Unlike classic war memorials, these are abstract and modern in their design: no figurative sculptures of suffering soldiers or bereaved mothers, no triumphant generals on horseback, and no giant stone crosses engraved with names. I did find one war memorial in Berlin in the grand classical mode: the Soviet War Memorial in Tiergarten Park, which features a massive bronze soldier standing atop a pedestal bearing the words, “eternal glory to heroes who fell in the struggle against the German fascist invaders for the freedom and independence of the Soviet Union.” But even that monument is a memorial not to Germany’s own soldiers but to the victims of German militarism—in this case its Soviet victims, who are too easily forgotten in the West. To my astonishment, the German soldiers killed in World War II are publicly invisible in the nation’s capital.

Returning from Berlin, I looked with fresh eyes at Washington D.C., the city where I live. I thought about whose suffering and heroism are made visible and invisible in Washington’s public monuments. Drawing on Berlin’s example, I could suddenly imagine a different monumental landscape.

In addition to the iconic Marine Corps War Memorial (also known as the Iwo Jima Memorial) and the World War II Memorial (which was characterized accurately by Washington Post columnist Marc Fisher as “a hodgepodge of cliché and Soviet-style pomposity”), is there a way to memorialize the non-Americans, many of them civilians, who perished in a war of extraordinary ferocity and scope? This might include those killed by American atomic bombs in Hiroshima and Nagasaki—an acknowledgment of the unprecedented nature of the atomic attacks and a reminder that, whether or not we believe the use of the atomic bomb was vital in ending the war, we should strive never to use such weapons again.

war memorials

The famous Marine Corps War Memorial, or Iwo Jima War Memorial, does little to recognize the many non-American civilians who suffered and died in World War II.

Wally Gobetz/Flickr

The Vietnam Veterans Memorial is rightly honored as the most aesthetically bold and emotionally powerful memorial in Washington. But imagine if, in addition to the 58,000 names of American soldiers lost in Vietnam, the memorial found some way to recognize the even greater suffering of the Vietnamese people, who may have lost 2 million of their number in the war (with some estimates going over 3 million; exact numbers will never be known). Many of the Vietnamese who died now have relatives who are U.S. citizens.

And does Washington really need 18 different monuments to the North’s victory in the Civil War, many of them statues of military officers whose names would otherwise long since have been forgotten?
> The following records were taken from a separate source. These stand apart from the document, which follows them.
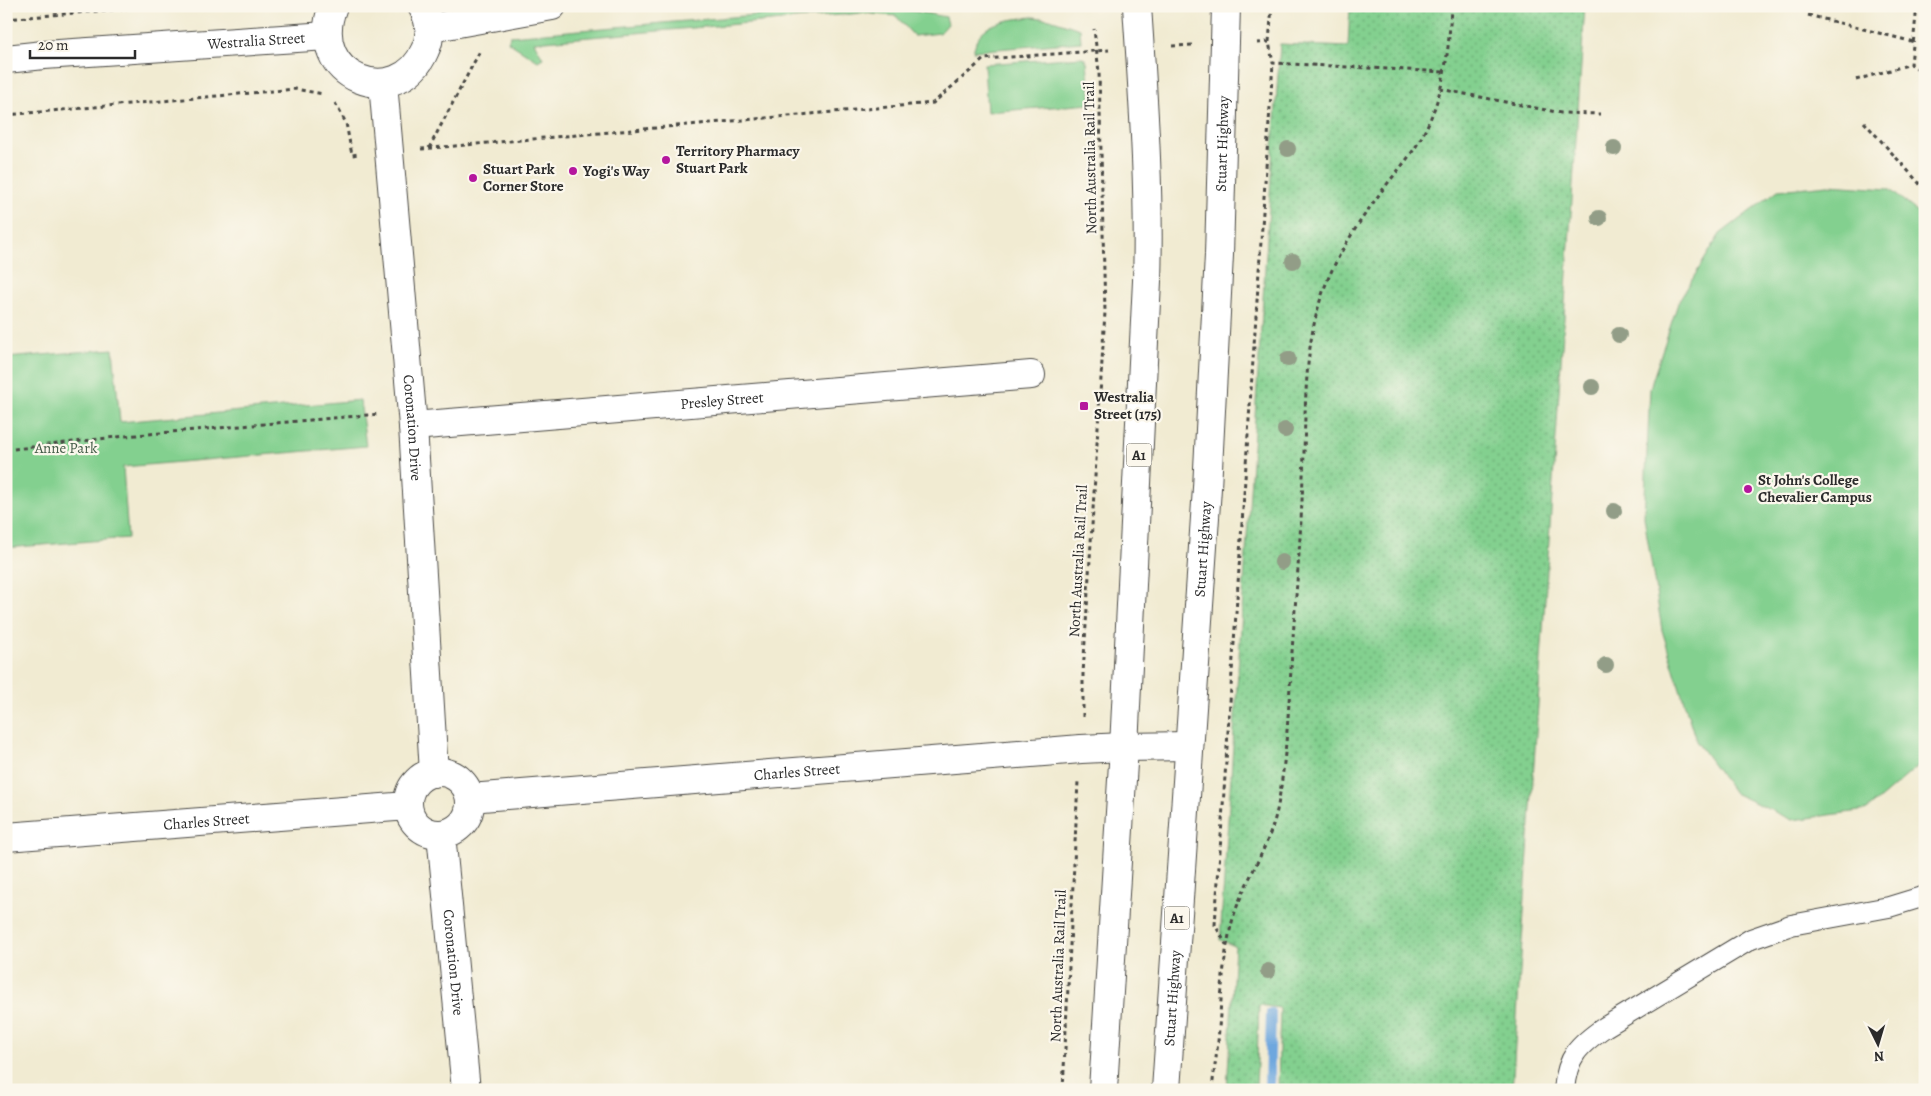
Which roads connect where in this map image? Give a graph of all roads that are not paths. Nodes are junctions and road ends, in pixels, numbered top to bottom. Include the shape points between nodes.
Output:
1 (333, 6) edge
2 (552, 6) edge
3 (1137, 6) edge
4 (1226, 6) edge
5 (426, 17) edge
6 (327, 36) junction
7 (6, 60) edge
8 (383, 83) junction
9 (1031, 375) dead end
10 (411, 418) junction
11 (1189, 746) junction
12 (1124, 748) junction
13 (434, 773) junction
14 (470, 798) junction
15 (408, 806) junction
16 (441, 834) junction
17 (6, 837) edge
18 (1925, 896) edge
19 (466, 1090) edge
20 (1103, 1090) edge
21 (1166, 1090) edge
22 (1564, 1090) edge

1 - 6 main road
2 - 5 main road via 477,20
3 - 12 main road, A1 via 1149,227
4 - 11 main road, Stuart Highway / A1 via 1219,255
5 - 8 main road via 428,44 422,58 399,79
6 - 7 main road, Westralia Street
6 - 8 main road via 339,65 352,76
8 - 10 main road, Coronation Drive
9 - 10 main road, Presley Street
10 - 13 main road, Coronation Drive
11 - 12 main road, Charles Street
11 - 21 main road, Stuart Highway / A1
12 - 14 main road, Charles Street
12 - 20 main road, A1
13 - 14 main road via 453,775 461,781
13 - 15 main road via 425,776 412,788
14 - 16 main road via 464,822
15 - 16 main road via 423,830
15 - 17 main road, Charles Street
16 - 19 main road, Coronation Drive
18 - 22 lane via 1889,907 1777,929 1739,945 1587,1039 1567,1068

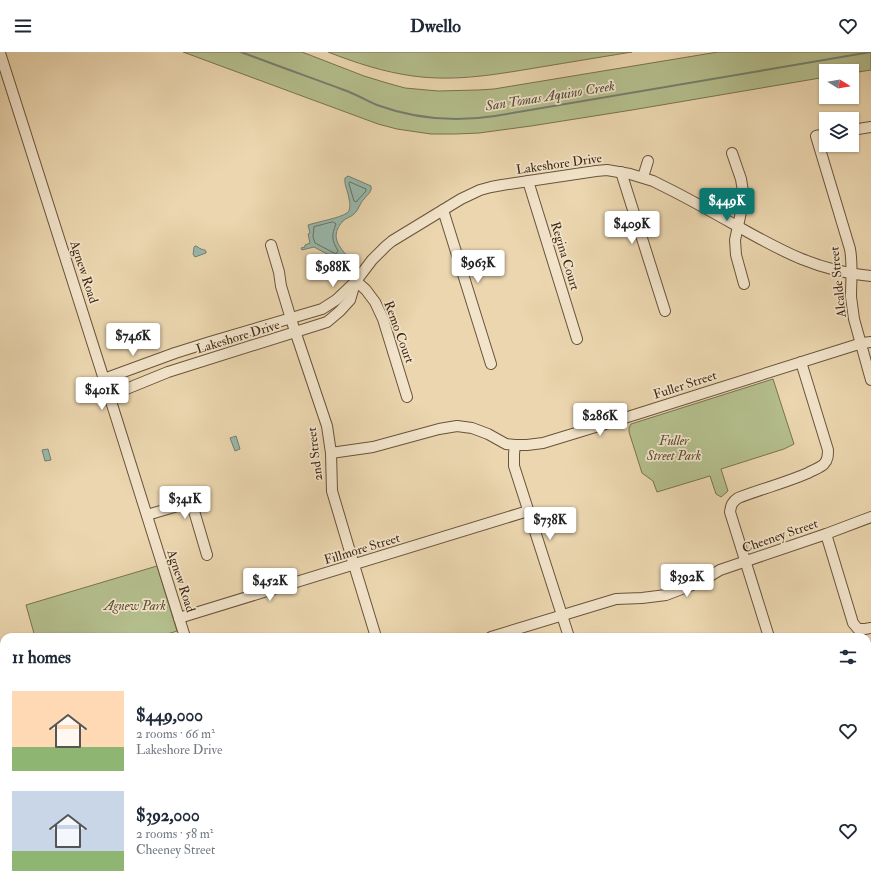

You might think from the statues dotted around the city that the Civil War was fought entirely by Union officers on horseback. I’m not saying we should erect statues of Confederate officers for balance. But aren’t there other ways of broadening the Civil War narrative etched in stone and bronze? Could we not, for example, create a space to memorialize the city of Atlanta, which was razed to the ground by General William T. Sherman? And how about a statue of a liberated slave fighting to keep his freedom? And is there no way to remember all of the 600,000 soldiers on both sides who perished during the Civil War? They were all Americans, after all.

It’s time to think afresh about war memorials. Wherever you live, look around and imagine memorials that might be. Memorials, like Berlin’s, that go beyond glorifying the heroes of one’s own side—that make real the suffering as well as the heroism that is the reality of war.